O coletivo de Gabriel promove ações culturais mensais na Praça de Fátima, no Centro da cidade, como forma de promover a ocupação dos espaços urbanos. Entre as atividades estão competições de skate e hip hop jovens e adolescentes.

“Acredito que essa decisão prejudica não só o Levante de Rua, mas também diversos coletivos juvenis da cultura local, uma vez que os vereadores eleitos tomam seu precioso e caro (à população) tempo, para discutir e aprovar leis de coerção cultural, em vez de discutir e criar leis de incentivo às expressões artísticas urbanas de nossa cidade”, reclama Gabriel.

O projeto

O projeto de lei prevê a proibição da contratação, apoio, custeio ou patrocínio pelo poder público municipal, de manifestações e eventos que: “façam apologia ou exaltem, glorifiquem, incitem o crime organizado ou facções criminosas”; “incentivem, promovam ou banalizem o uso de substâncias ilícitas”; “promovam ou façam alusão positiva à exploração sexual de crianças e adolescentes”; e “contenham conteúdos que incentivem à violência e a criminalidade”.

O texto estabelece “critérios objetivos de aferição da prática dos ilícitos”. Um deles é o “conhecimento público e notório” dos artistas que supostamente praticam os “ilícitos”. Outro critério é “que o artista já tenha condenação, ainda que não transitada em julgado, em processos judiciais por envolvimento com os respectivos ilícitos elencados”, ou que apenas esteja respondendo como réu em processo judicial.

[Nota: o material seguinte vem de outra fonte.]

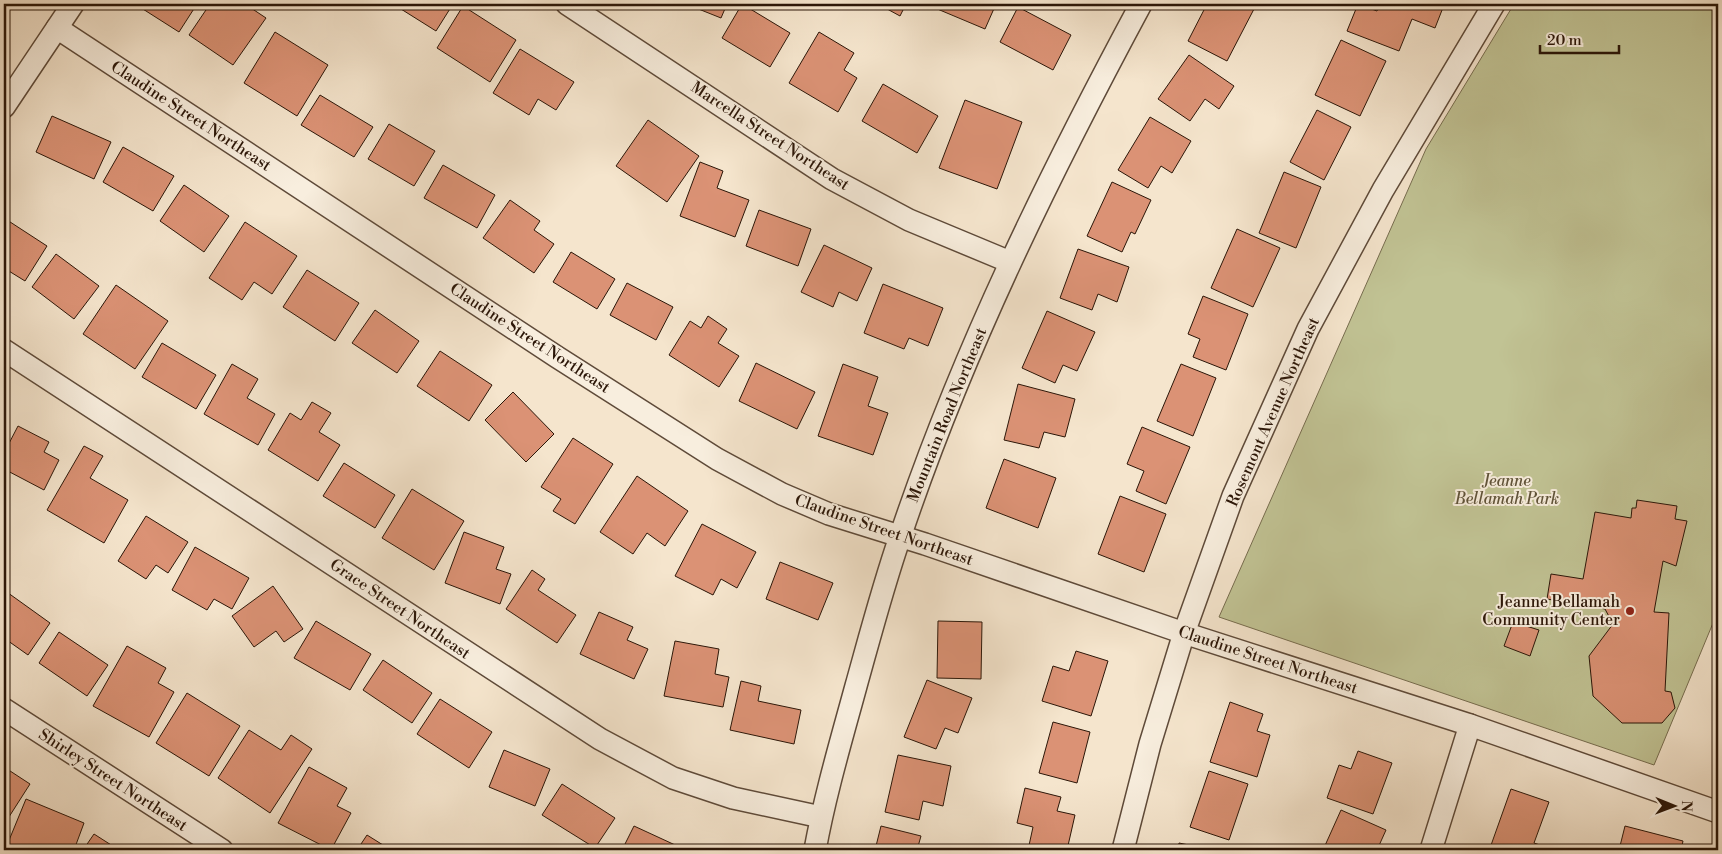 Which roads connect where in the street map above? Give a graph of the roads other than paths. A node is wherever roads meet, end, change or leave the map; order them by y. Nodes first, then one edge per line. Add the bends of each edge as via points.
1 (73, 4) edge
2 (567, 4) edge
3 (1141, 4) edge
4 (1494, 4) edge
5 (57, 28) junction
6 (4, 107) edge
7 (1010, 262) junction
8 (4, 350) edge
9 (900, 536) junction
10 (1184, 633) junction
11 (4, 709) edge
12 (1470, 725) junction
13 (1718, 812) edge
14 (820, 817) junction
15 (222, 850) edge
16 (814, 850) edge
17 (1123, 850) edge
18 (1430, 850) edge

1 - 5 street
2 - 7 street, Marcella Street Northeast via 832,179 909,220
3 - 7 street, Mountain Road Northeast via 1070,138
4 - 10 street, Rosemont Avenue Northeast via 1382,190 1308,329 1233,496
5 - 6 street
5 - 9 street, Claudine Street Northeast via 717,459 782,494 829,514
7 - 9 street, Mountain Road Northeast via 949,405
8 - 14 street, Grace Street Northeast via 600,739 673,778 732,798
9 - 10 street, Claudine Street Northeast
9 - 14 street, Mountain Road Northeast
10 - 12 street, Claudine Street Northeast
10 - 17 street, Rosemont Avenue Northeast via 1150,744
11 - 15 street, Shirley Street Northeast
12 - 13 street, Claudine Street Northeast
12 - 18 street
14 - 16 street, Mountain Road Northeast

O projeto prevê, ainda, que, nos contratos da administração pública municipal relativas a apresentações culturais, “deverão constar cláusula expressa que proíba manifestações de apologia e incentivo ao crime”. Em caso de ocorrência dos “ilícitos”, os responsáveis pelas apresentações ou eventos estarão sujeitos a sanções administrativas e pagamento de multa, corresponde a 100% do valor contratual, cujo valor deverá ser revertido ao Fundo Municipal para Infância e Adolescência.

Câmara de Cachoeiro fez postagem com foto de rapper negro, mas depois apagou. Foto: Redes Sociais

Na justificativa, Coronel Fabrício aponta que “a necessidade dessa proposta decorre da responsabilidade do poder público em assegurar eventos que não coloquem em risco o desenvolvimento moral e psicológico dos menores”. O vereador cita também uma suposta “’adultização infantil’, que ocorre quando crianças e adolescentes são expostos a temas para os quais não estão emocionalmente preparados”.

“A aprovação dessa lei deixa uma grande dúvida: quem faz cultura de apologia à criminalidade? Quem define aquilo que pode ou não pode receber investimentos? Quando se fala de apologia ao crime na cultura, querem qualificar funk e rap, gêneros que, em vez de falar de amor, se viram na necessidade de falar da realidade periférica. Assim, um projeto de lei como esse reforça a marginalização dessas culturas”, questiona Gabriel.

Anti-Oruam

Além de Cachoeiro, na Assembleia Legislativa, os deputados Callegari e Lucas Polese, ambos do PL, protocolaram propostas sobre o tema. Também há projetos de lei semelhantes tramitando em diversas cidades capixabas, como Vitória, Vila Velha e Cariacica, na região metropolitana, e Jerônimo Monteiro, no sul do Estado.

Não é de hoje que a extrema direita tenta impor proibições a manifestações culturais que considera imorais e ilegais. O movimento mais recente, porém, acontece em um contexto de aumento dos editais públicos de cultura.

No caso do projeto de lei “Anti-Oruam”, o nome faz referência ao artista de trap Oruam, filho de Marcinho VP, preso desde 1996 por sua vinculação com a organização Comando Vermelho. Quando apresentou projeto para proibir recursos públicos para eventos com suposta apologia ao crime, a vereadora paulista Amanda Vetorazzo utilizou o cantor como referência – por isso o apelido.

Entretanto, movimentos sociais enxergam no movimento mais uma tentativa de criminalização de gêneros artísticos e musicais majoritariamente produzidos e consumidos por pessoas pretas e pobres, como rap e funk.